Une vente assortie d’un bail commercial
Pour autant, ce type d’investissement comporte des risques non négligeables à commencer par la rédaction du bail commercial. En effet, ce type de bail nécessite de bien définir à qui revient le financement des gros travaux et des travaux d’entretien, particulièrement fréquents en montagne en raison des conditions climatiques. Le montant du loyer et ses modalités de révision sont également importants. Il faut regarder quelle indexation de révision du loyer est prévue et vérifier que cela n’est pas défavorable au propriétaire.
Enfin, l’exploitant est la clé : son professionnalisme, son sérieux et sa solvabilité sont les principaux éléments de la réussite de votre investissement. L’exploitant doit, par exemple, garantir la continuité de l’exploitation dans le bail puisque les revenus dépendent uniquement de l’exploitation. Les cas de fermeture temporaire pour des travaux doivent ainsi être examinés dans le bail au regard des loyers.

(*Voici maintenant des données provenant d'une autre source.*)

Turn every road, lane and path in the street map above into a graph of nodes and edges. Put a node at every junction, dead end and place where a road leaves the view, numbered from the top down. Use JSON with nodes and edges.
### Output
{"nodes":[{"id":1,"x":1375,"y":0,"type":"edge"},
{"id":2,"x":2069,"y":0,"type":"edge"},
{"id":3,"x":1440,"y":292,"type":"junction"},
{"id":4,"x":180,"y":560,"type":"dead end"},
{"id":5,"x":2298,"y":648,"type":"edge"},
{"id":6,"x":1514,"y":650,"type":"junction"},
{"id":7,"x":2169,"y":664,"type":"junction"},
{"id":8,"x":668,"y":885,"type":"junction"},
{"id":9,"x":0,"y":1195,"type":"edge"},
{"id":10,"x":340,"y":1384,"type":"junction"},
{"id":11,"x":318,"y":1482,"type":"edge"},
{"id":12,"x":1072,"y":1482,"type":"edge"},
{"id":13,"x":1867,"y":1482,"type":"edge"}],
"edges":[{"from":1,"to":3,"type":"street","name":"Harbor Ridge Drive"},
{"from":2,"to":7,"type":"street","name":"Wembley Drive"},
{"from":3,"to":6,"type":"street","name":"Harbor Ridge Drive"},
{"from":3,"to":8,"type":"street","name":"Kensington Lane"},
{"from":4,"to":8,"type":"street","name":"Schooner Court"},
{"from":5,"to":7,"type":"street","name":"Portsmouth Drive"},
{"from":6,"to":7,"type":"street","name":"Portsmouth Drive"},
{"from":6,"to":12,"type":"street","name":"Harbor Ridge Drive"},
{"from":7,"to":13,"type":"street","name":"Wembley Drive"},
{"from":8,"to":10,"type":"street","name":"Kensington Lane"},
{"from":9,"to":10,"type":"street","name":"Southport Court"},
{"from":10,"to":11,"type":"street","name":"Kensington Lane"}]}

Autres éléments à examiner attentivement : la durée du bail et les modalités de renouvellement. Il faut notamment regarder quelles sont les modalités prévues si l’exploitant décide de cesser son activité. La fin du bail doit aussi faire l’objet de clauses du type : qui supporte la remise en état ? L’exploitant doit-il restituer les lieux en état de fonctionner ?

Bien choisir l’exploitant
Les garanties financières offertes par l’exploitant sont également la clé. Lors du Covid et à défaut de pouvoir louer dans des conditions normales, certains exploitants ont imposé une baisse des loyers, mettant en cause l’équilibre budgétaire du propriétaire. Enfin, il faut une clause, dans le contrat, en cas de retard de paiement de loyer. Quel que soit le type de résidence avec service, la revente n’est pas toujours aisée et doit être anticipée. L’acheteur potentiel achète, certes, l’appartement mais aussi l’exploitant. Il n’est pas toujours facile de trouver des personnes intéressées pour ce type d’achat, notamment en cette période où le marché immobilier reste moins florissant qu’il y a quelques années. Ce type d’investissement manque donc de liquidité. Certains des avantages fiscaux liés au fait que le bien est neuf ne se transmettent pas à un nouvel acquéreur. Et donc sa rentabilité sera moindre et son offre de prix également. La Fédération nationale de l’immobilier (FNAIM) attire également l’attention des investisseurs sur l’immobilier de montagne, sujet à des fragilités particulières. 28% du parc immobilier des stations de sport d’hiver est par exemple considéré comme nécessitant de gros travaux de rénovation énergétique, car il est classé F ou G, soit plus du double de la moyenne nationale. Si on inclut des logements classés E, près de 2/3 du parc de logements en montagne seraient concernés par l’obsolescence énergétique. De plus, à terme, la raréfaction de la neige risque de menacer ces stations de montagne avec une perte de valeur de l’investissement.